Gian-Marco Rignanese

Université Catholique de Louvain, Belgium

Bio

Gian-Marco Rignanese is Professor at the Ecole Polytechnique de Louvain (EPL) and Research Director at the F.R.S.-FNRS. He received his Engineering degree from the Université catholique de Louvain in 1994 and Ph.D. in Applied Sciences from the Université catholique de Louvain in 1998.
During his Ph.D., he also worked as a Software Development Consultant for the PATP (Parallel Application Technology Project), collaboration between CRAY RESEARCH and Ecole Polytechnique Fédérale de Lausanne (EPFL) in the group of Prof. Roberto Car. He carried his postdoctoral research at the University of California at Berkeley in the group of Prof. Steven Louie. In 2003, he obtained a permanent position at the Université catholique de Louvain.
In 2019, he was named APS Fellow for original efforts developing free license software in the field of electronic structure calculations, and high-throughput calculations in a broad range of materials types.

Gian-Marco Rignanese is especially active in high-throughput approaches collaborating to the Materials Project, computing:

  • electronic and optical properties (bandstructure, band gap,…),
  • vibrational properties (phonons, entropy,…),
  • transport properties (effective masses, Seebeck coefficient,…).

Furthermore, he exploits machine learning to predict the properties of materials.

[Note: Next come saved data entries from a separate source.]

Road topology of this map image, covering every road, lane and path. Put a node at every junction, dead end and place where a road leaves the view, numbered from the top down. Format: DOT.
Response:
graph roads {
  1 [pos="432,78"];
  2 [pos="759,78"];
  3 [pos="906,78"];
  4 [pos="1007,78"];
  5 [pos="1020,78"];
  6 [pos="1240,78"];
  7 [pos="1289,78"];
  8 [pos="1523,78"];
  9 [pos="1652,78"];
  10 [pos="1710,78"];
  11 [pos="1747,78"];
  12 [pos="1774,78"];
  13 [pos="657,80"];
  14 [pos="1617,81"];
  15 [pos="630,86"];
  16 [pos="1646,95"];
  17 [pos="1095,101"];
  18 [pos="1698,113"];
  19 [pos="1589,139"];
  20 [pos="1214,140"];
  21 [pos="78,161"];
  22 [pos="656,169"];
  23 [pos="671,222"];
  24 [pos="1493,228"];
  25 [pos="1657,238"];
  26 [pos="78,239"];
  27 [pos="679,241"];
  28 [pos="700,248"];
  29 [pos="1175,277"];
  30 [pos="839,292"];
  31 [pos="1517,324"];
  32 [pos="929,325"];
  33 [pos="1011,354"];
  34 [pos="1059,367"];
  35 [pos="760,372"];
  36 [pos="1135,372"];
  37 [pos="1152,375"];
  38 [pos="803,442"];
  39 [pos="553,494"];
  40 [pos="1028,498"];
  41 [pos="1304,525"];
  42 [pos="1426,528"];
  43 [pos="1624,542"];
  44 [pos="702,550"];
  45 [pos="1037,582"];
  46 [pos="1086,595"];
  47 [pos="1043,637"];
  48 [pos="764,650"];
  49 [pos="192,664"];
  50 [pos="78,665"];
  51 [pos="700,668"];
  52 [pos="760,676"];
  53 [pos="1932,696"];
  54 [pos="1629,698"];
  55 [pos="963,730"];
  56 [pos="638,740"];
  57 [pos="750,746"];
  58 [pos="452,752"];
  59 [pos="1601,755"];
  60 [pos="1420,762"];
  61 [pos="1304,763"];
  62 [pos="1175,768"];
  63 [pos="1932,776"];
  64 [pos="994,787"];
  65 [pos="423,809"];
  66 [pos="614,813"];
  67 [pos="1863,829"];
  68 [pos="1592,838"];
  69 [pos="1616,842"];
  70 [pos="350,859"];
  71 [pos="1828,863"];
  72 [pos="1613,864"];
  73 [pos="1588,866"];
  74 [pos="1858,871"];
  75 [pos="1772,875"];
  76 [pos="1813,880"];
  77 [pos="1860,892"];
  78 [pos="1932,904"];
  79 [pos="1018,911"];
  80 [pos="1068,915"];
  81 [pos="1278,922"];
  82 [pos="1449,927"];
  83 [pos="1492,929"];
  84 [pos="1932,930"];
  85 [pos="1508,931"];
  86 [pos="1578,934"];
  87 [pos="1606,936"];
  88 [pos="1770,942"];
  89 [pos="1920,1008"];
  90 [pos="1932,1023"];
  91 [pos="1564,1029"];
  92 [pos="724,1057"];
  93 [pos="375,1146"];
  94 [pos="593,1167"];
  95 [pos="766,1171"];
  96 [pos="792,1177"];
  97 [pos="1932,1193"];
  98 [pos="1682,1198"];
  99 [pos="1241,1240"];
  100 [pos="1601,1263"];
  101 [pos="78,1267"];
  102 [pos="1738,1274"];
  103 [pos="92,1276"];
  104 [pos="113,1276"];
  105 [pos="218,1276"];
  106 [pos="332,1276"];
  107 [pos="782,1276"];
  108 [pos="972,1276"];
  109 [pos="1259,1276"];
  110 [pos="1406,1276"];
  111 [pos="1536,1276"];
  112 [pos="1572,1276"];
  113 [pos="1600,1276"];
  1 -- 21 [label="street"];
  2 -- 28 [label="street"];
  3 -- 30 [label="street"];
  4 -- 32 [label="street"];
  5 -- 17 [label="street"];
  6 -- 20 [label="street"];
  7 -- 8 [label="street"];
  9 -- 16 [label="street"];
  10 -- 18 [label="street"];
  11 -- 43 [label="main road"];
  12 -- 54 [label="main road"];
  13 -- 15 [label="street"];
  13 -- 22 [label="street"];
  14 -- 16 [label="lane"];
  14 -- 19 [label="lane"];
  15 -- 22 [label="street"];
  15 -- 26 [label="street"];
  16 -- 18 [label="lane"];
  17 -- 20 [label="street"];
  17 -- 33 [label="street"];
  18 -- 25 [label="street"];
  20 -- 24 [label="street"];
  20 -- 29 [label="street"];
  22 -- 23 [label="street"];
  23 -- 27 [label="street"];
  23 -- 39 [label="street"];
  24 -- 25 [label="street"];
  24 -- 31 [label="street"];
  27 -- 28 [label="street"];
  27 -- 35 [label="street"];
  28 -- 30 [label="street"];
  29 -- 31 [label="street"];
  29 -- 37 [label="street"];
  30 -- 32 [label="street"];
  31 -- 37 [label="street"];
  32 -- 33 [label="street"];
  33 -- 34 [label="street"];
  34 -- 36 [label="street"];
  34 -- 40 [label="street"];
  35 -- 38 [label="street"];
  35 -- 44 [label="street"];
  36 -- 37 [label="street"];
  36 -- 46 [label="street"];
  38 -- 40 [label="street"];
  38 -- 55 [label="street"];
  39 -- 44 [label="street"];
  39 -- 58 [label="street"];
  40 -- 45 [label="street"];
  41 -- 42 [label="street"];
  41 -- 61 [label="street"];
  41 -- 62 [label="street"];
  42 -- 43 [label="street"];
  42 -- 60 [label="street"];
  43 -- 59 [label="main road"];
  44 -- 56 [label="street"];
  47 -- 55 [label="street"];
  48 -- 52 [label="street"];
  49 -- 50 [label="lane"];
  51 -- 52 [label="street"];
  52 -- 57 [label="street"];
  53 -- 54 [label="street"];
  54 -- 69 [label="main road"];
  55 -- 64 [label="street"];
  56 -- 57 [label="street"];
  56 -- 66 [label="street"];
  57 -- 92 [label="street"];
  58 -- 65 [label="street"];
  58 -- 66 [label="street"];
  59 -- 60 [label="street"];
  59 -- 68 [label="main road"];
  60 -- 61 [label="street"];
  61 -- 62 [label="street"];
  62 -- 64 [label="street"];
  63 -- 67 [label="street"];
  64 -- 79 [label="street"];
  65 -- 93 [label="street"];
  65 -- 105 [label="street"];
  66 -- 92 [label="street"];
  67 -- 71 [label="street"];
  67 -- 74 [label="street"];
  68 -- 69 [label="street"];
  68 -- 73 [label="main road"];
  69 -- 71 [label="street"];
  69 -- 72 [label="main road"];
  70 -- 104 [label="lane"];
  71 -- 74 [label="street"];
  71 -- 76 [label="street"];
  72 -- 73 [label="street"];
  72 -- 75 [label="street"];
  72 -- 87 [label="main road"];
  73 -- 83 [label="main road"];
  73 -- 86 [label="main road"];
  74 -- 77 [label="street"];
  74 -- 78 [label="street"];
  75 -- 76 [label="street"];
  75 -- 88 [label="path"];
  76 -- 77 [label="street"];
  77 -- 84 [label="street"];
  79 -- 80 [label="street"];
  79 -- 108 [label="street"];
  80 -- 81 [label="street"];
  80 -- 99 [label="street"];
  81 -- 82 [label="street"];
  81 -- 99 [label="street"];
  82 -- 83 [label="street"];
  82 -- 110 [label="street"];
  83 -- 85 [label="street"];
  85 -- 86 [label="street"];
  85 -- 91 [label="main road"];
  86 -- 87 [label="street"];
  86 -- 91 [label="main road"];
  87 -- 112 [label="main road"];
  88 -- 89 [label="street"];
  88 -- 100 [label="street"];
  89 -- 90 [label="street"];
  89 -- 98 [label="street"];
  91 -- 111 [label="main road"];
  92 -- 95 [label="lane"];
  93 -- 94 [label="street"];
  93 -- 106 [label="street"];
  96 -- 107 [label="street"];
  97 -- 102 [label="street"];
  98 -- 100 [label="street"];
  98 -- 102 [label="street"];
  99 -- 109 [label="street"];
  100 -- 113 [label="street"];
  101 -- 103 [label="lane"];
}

His group plays an active role in the development of different softwares (Abinit, Abipy, PyMatGen, FireWorks) and pseudopotentials through the PseudoDojo.

Abstract

In the last decades, a number of materials databases have become available online (see e.g. Ref. [1] for an extensive, yet inevitably incomplete, list). In many cases, these can be accessed via a graphical web interface which targets a “low-throughput” human usage but that is not very well suited for a systematic “high-throughput” computational approach. In fact, in order to take full advantage of modern data‑analytics techniques, it is essential that these databases also become accessible through an application programming interface (API) as it is already the case for some of them [2-5]. It would actually be even more beneficial to have access to information originating from multiple databases as they often cover different material families and properties. Nonetheless, retrieving data from multiple databases is difficult since the available APIs are different from one database to another.

In order to overcome these problems, the OPTIMADE API was developed. It was designed so that it can be implemented without significant changes to the established back-end code, and, furthermore, adopting the API is straightforward for the end user. The OPTIMADE specification version 1.0.0 was released on 1 July 2020 [6]. It is supported by leading databases such as AFLOW, the Materials Cloud, the Materials Project, NOMAD, OQMD, ... Currently, the returned properties comprise both mandatory information about the structure (such as the elements the lattice vectors), as well as optional and database-specific information prefixed with the database name (e.g., _aflow_).

In this talk, I will outline some key features of the API specification. I will illustrate its usage through some examples. Finally, I will discuss how it would benefit from more fundamental work on an ontology for materials databases.